Thursday, February 20, 2014

Numbers and behaviour

There's an article on The Conversation by a health researcher John de Witt entitled To curb rising HIV rates, we must target our human flaws, talking about the vexed issue of the increasing rate of HIV.

Every year now, it seems there is angst about the number of new cases of HIV, and how the education methods are clearly not working.   de Witt notes:
Much of what we currently do is based on common sense and past experience, which is problematic because people do not necessarily behave in their own best interests. People are, in fact, often motivated, well intentioned and well informed but suffer from the common so-called “new year’s resolution” effect; they do genuinely want to change but just don’t quite manage to get started or fail to maintain new behaviour.

We are also, rightly, reluctant to lecture or play on people’s fears because we want them to make their own informed choices. So we assume that if we give people all the information they need they will put it together and act accordingly. But most people have more on their minds than staying healthy, and most assume they are healthy anyway.
He suggests a couple of things, such as "opt out" inclusion of HIV testing at sexual health clinics (seems odd that this is not already the case for anyone who turns up worried about an STD.)  He also talks about  "simple action plans" which sound like people being reminded on their phone to get tested, etc.

These may be well and good, but he still seems to be reluctant to go to the obvious place - telling gay men to stop having so much casual sex.   Here's a novel idea:  tell guys that if they meet someone, get to know them over dinner, talk about if they ever get tested for HIV, then decide if you want to have sex with them.   The same thing could be applied to heterosexuals too - after all, a recent study on the rate of chlamydia showed how high it is getting too, particularly amongst younger people:
Prevalence of chlamydia was 5.2 per cent in men and 4.4 per cent in women. Among men, prevalence was highest in those aged 20-24 years (6.6 per cent) and in women, it was highest in those aged 16-19 years (8.0 per cent).

One figure which I realised I had no idea about when reading the article was the proportion of gay men who are HIV positive.  Just reading about 1,000 new cases every year (or talking about a 10% rise in the rate of new diagnoses) gives readers no idea about that.

But Google being our friend, it appears de Witt himself has estimated that for Australia about 10% of gay men are HIV positive, but with many of them not knowing.

Why is that figure not more widely discussed in education to the gay community?    Have ten casual lovers in a year, and there's a pretty good chance one of them will be HIV positive.  The figure is, I'm pretty sure, not often featured in the media, but then do they talk about it in their sexual health campaigns aimed at gay men?

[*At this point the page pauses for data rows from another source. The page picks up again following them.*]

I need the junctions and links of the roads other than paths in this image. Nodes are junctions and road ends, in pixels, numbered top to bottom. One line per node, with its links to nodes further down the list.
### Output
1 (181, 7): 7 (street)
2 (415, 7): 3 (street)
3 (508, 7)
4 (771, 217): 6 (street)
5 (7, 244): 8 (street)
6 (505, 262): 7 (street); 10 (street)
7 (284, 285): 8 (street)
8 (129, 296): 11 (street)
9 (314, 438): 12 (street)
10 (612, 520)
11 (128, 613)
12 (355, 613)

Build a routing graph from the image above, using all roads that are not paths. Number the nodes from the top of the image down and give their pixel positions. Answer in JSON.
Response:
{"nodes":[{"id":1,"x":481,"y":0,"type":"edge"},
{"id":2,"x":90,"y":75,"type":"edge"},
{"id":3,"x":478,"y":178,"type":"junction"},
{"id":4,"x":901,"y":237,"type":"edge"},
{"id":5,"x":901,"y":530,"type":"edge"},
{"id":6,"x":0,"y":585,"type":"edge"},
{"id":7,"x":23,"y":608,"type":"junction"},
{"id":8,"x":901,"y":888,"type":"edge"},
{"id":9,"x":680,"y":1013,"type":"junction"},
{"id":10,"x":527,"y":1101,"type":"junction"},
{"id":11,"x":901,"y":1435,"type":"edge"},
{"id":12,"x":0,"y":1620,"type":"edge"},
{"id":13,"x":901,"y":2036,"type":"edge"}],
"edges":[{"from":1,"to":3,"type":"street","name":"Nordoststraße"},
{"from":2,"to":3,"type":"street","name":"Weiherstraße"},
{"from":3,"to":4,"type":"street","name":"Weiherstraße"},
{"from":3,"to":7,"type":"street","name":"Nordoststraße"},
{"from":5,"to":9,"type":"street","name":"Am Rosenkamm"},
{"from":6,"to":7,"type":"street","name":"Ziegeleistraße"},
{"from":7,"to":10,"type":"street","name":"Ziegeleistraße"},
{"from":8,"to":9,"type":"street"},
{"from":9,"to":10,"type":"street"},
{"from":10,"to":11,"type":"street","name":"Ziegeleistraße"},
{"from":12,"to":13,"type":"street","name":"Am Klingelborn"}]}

de Witt will probably argue that this is an attempt to scare people, which doesn't work.  And certainly, as I have wondered before in this blog, it would appear that knowledge of the risk of syphilis (when it was untreatable even) did not deter men from having sex with prostitutes for hundreds of years.  Or is it thought that the figure is not high enough to scare people?   Has any research ever been done on that, I wonder, in both the gay or heterosexual community of people who have lots of partners in any given year? 

But the thing that I thought is obvious, is that if you don't talk about the rate of HIV amongst your target population, so to speak, you aren't helping at least some people who can take a rational approach to their sex life.   

An addendum:   de Witt, along with everyone else who ever writes about the increasing rate of new HIV cases, talks about  part of the problem is the fact that anti viral treatments mean people are not scared of HIV in the way they used to be.  But he notes:
Every new infection comes with a lifetime of medical treatment, significant risk of medical complications and considerable lifelong costs; about A$18,000 each year for ARTs for one person in Australia.
Again, I really wonder whether in their education attempts, how much effort do they put in to explaining why HIV is not a good thing to have even when treated?   And certainly, regardless of life expectancy (and some reports of studies might be giving exactly the wrong impression on this), the government has got fantastic financial motive to make education work.